**What is required**
Your answer must consist of every line from the data below that includes the word "wrist".

§ §

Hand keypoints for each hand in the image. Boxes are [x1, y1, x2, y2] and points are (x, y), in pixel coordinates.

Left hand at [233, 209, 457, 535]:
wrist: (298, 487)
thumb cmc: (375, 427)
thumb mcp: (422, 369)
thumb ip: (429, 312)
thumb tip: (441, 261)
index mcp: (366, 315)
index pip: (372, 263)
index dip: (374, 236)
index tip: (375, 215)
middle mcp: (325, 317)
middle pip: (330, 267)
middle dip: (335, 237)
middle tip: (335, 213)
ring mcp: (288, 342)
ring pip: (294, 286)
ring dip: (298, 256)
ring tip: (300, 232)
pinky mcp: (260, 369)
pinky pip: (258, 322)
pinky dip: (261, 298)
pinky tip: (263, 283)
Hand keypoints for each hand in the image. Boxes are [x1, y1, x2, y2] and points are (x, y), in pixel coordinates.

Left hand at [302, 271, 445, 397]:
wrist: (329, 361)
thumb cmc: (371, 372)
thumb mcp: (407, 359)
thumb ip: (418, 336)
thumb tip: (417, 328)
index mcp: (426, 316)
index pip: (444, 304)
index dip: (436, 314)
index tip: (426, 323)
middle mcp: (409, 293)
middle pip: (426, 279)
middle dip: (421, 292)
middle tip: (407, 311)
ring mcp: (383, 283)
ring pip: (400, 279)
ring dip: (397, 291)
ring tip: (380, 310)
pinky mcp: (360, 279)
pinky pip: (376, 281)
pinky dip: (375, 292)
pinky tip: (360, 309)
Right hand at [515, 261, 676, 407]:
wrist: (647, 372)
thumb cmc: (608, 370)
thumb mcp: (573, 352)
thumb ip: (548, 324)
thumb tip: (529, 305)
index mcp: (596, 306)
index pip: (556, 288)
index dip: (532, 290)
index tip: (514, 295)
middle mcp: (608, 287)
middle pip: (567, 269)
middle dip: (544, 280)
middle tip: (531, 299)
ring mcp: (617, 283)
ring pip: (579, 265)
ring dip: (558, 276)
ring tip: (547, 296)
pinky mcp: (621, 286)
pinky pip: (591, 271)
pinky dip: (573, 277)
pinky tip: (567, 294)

§ §

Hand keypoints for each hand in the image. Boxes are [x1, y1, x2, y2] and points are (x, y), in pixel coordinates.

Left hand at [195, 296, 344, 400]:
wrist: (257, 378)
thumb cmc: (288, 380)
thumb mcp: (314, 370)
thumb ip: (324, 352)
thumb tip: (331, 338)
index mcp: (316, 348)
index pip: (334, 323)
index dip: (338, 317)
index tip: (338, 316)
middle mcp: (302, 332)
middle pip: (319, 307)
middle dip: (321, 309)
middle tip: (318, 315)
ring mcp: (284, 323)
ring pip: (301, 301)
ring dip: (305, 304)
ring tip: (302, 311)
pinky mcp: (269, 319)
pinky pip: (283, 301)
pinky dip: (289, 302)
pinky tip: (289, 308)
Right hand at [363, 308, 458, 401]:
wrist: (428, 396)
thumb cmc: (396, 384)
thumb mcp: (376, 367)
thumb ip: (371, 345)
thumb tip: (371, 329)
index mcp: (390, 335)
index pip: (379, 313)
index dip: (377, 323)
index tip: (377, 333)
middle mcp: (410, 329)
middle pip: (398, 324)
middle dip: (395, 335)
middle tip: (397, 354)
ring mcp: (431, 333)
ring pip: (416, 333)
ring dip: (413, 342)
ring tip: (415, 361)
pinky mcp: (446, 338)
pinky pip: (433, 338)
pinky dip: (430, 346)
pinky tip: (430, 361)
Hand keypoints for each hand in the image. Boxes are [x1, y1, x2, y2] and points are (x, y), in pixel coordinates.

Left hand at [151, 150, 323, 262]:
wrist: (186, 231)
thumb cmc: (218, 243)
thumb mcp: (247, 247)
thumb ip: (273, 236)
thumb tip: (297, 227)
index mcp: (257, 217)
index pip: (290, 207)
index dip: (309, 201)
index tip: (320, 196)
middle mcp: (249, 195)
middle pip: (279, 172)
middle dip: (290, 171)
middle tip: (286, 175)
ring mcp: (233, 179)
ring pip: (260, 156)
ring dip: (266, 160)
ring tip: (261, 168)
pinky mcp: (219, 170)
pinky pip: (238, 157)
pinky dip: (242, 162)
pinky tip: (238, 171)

§ §

**Written answer**
wrist: (298, 487)
wrist: (329, 361)
wrist: (647, 372)
wrist: (257, 378)
wrist: (428, 396)
wrist: (186, 231)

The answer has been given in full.